Sticking with the track and field metaphor, I try to coach that the bar (fully successful) is probably set appropriately when the average employee can clear it roughly half the time. It should never be set at a level that the average employee can sail over it with ease every time.

As for the leadership sense of being rated higher, I’ve tried to coach that expectations must be appropriately set for managers as managers, not as line staff. Typically, managers were elevated to that level because they were the (proverbial) water-walkers. Accordingly, the minimum performance expectation should be that they can walk on water. If you want to exceed expectations as a manager, you better be able to walk on water on water while carrying an orphan on your shoulders!

Alas, while the metaphor is easy to visualize, getting managers to agree on what that performance looks like is a challenge – for all of the reasons Chuck has laid out.

I would agree with the previous comments. I think its relatively easy to visualize, poor performance, par performance and outstanding performance. I would add that you can probably identify those folks developing satisfactorily into a role as well.

Ultimately though, the question is whether having "labels" is useful. Some companies have reached the conclusion that these are not useful... i.e. if the dialogue is ongoing and employees have indictors of performance they are pretty clear as to how performance stacks up and will understand why they receive the compensation they do.
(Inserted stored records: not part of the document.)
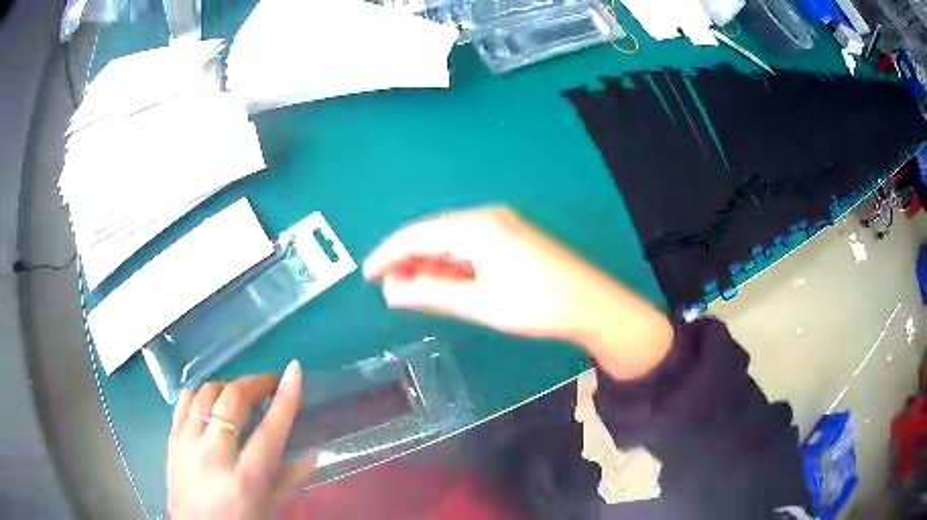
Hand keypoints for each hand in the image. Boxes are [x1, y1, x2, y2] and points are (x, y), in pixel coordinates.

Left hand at [167, 361, 313, 519]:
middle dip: (255, 383)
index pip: (270, 430)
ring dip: (228, 385)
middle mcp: (214, 454)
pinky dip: (202, 391)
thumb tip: (314, 450)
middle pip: (233, 400)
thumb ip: (291, 478)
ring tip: (240, 394)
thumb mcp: (270, 507)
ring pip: (206, 392)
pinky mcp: (172, 437)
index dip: (285, 398)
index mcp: (246, 479)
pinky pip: (185, 398)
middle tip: (268, 384)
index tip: (295, 370)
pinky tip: (212, 400)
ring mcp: (188, 442)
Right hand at [363, 207, 672, 379]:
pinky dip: (449, 265)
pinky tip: (438, 281)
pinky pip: (468, 248)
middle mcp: (485, 218)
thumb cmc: (535, 305)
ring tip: (404, 287)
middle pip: (433, 234)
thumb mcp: (479, 302)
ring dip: (427, 263)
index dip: (388, 253)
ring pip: (450, 241)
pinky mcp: (510, 240)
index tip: (367, 274)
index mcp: (476, 227)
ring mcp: (500, 227)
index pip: (418, 234)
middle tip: (384, 285)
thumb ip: (431, 294)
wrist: (591, 305)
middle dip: (406, 259)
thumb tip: (391, 292)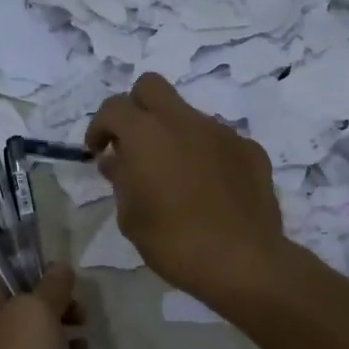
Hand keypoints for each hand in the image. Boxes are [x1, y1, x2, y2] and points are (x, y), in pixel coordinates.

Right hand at [85, 73, 286, 307]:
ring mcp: (222, 132)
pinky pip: (219, 140)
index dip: (100, 127)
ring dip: (174, 134)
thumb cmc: (174, 242)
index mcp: (147, 134)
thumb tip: (115, 160)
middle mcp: (185, 121)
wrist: (242, 261)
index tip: (98, 152)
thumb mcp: (131, 217)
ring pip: (188, 115)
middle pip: (151, 87)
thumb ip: (120, 180)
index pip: (113, 107)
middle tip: (133, 144)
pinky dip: (206, 154)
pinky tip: (209, 188)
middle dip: (136, 108)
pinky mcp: (250, 149)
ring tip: (176, 176)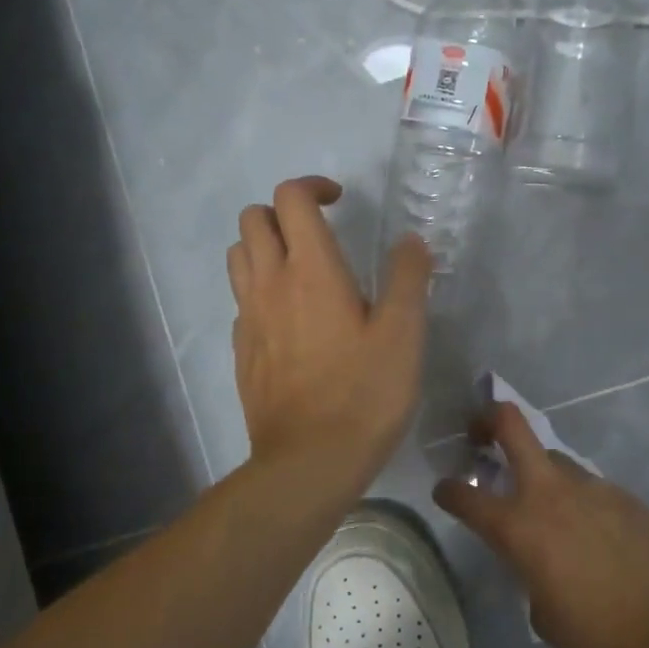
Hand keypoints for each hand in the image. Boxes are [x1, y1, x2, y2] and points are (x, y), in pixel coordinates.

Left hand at [228, 177, 431, 487]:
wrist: (309, 461)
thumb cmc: (364, 394)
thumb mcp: (404, 335)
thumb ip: (408, 279)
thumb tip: (410, 241)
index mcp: (311, 270)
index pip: (291, 198)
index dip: (313, 186)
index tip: (340, 201)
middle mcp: (270, 284)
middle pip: (252, 218)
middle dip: (283, 212)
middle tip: (319, 232)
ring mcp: (249, 318)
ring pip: (239, 256)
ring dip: (264, 246)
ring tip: (300, 269)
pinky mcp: (242, 350)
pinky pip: (241, 300)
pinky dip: (260, 290)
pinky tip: (290, 319)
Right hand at [432, 403, 648, 647]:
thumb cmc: (595, 635)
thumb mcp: (540, 609)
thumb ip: (527, 569)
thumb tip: (535, 558)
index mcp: (518, 526)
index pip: (465, 496)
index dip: (448, 491)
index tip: (445, 491)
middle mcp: (549, 493)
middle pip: (512, 426)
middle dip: (488, 420)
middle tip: (479, 435)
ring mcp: (591, 487)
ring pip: (555, 459)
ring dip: (540, 473)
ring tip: (549, 508)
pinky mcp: (624, 495)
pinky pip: (589, 487)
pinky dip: (579, 501)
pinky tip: (594, 534)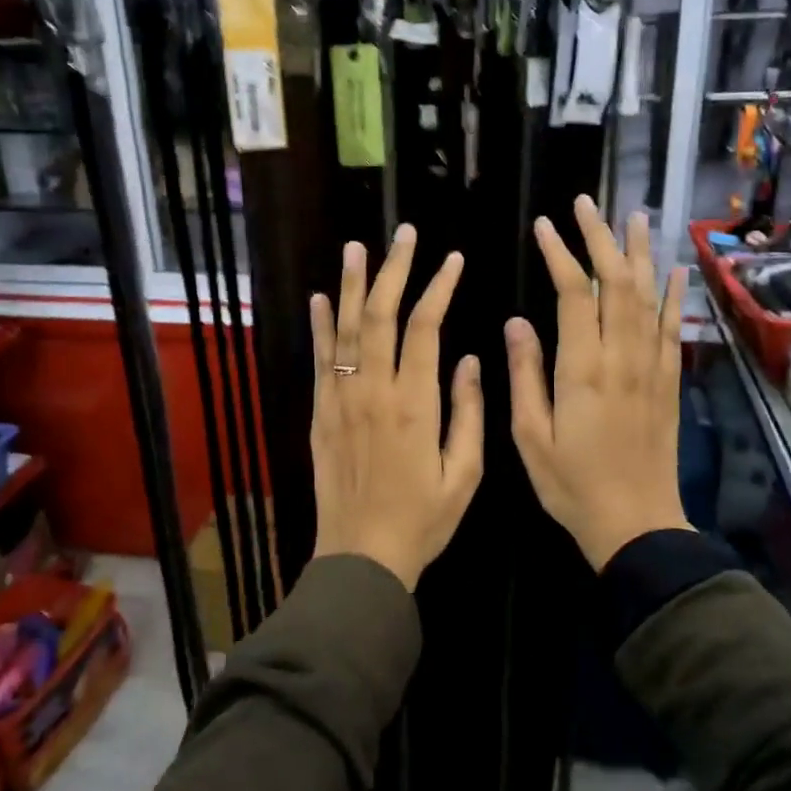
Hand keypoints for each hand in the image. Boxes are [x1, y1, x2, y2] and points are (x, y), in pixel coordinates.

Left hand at [310, 226, 483, 591]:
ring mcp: (340, 401)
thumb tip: (471, 359)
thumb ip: (468, 413)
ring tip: (357, 247)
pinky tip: (320, 298)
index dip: (438, 288)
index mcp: (414, 404)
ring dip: (352, 285)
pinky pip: (319, 361)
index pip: (424, 328)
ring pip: (345, 330)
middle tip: (403, 234)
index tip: (452, 260)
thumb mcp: (464, 474)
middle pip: (380, 315)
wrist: (361, 556)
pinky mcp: (320, 415)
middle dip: (393, 270)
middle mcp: (373, 392)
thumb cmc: (422, 520)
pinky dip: (319, 327)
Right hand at [507, 198, 691, 571]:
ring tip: (634, 217)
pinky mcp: (669, 382)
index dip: (560, 253)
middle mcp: (623, 357)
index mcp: (583, 368)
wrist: (636, 524)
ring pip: (648, 297)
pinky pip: (673, 329)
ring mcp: (652, 368)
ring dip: (640, 254)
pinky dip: (674, 295)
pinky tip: (675, 270)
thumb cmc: (571, 484)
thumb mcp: (529, 436)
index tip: (545, 225)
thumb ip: (525, 375)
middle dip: (600, 238)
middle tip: (587, 203)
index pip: (575, 293)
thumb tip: (516, 322)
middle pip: (616, 283)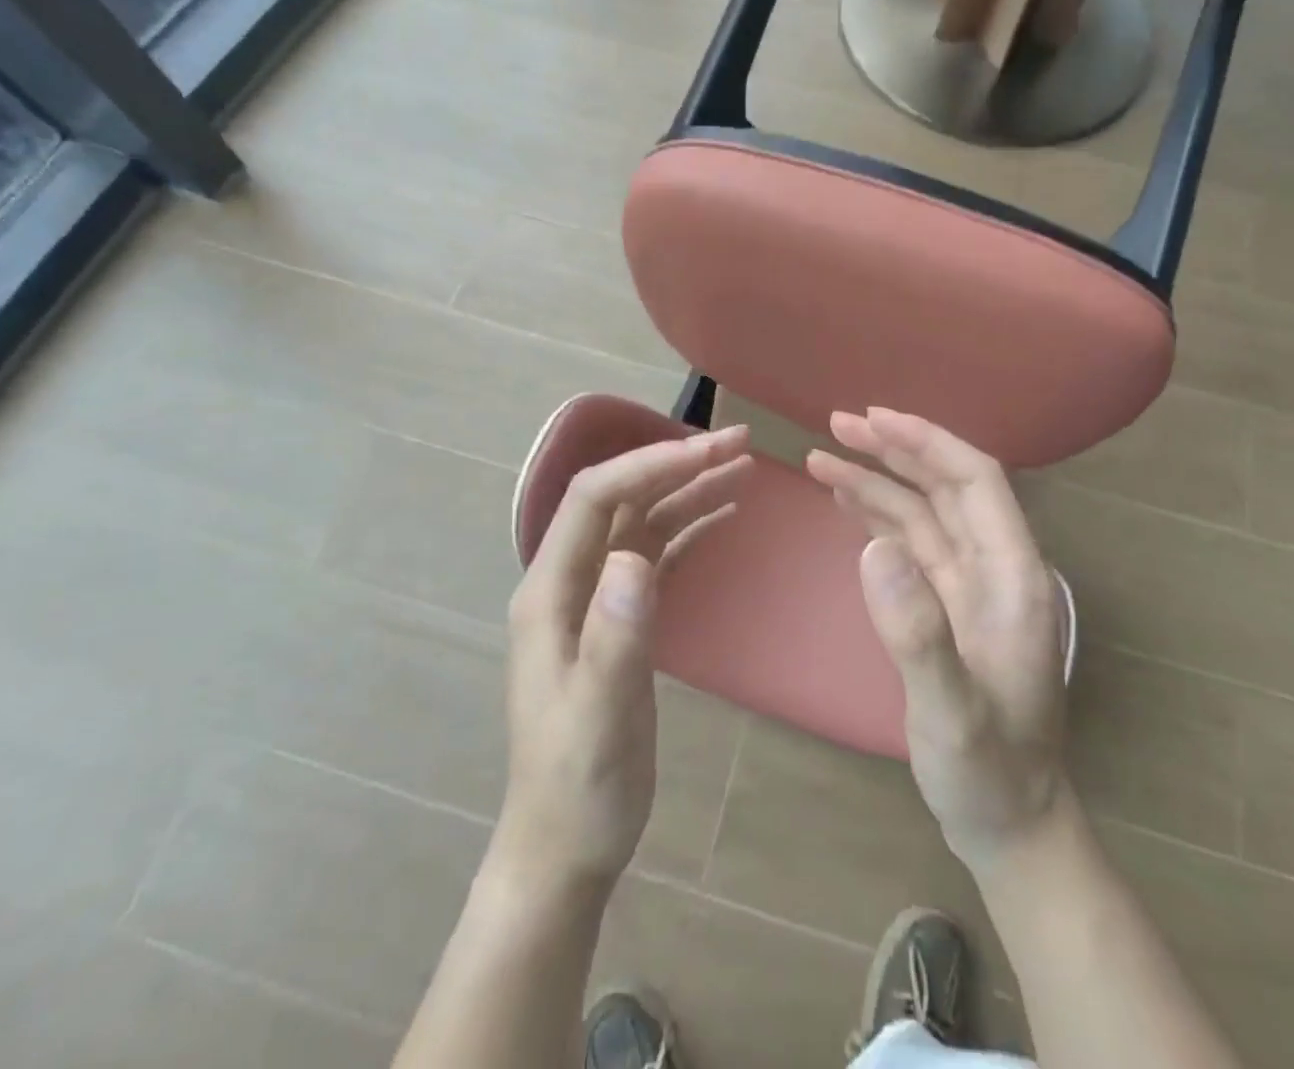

There are a lot of 'ifs' there but good leaders do this.

Lets face it ...what most companies currently have doesn't work that well either so its probably time to shake it up.

Hmmm. Chuck you've stirred it up again. Far beyond the Midwest, I've seen Lake Wobegun effects in more continents, countries, and cultures than I can count. In almost all cases, (almost) all clansmen, civil servants, and/or the usual claque.... are 'above average' (even when popular opinion and the hard data on their perfomance say otherwise). Thanks once again.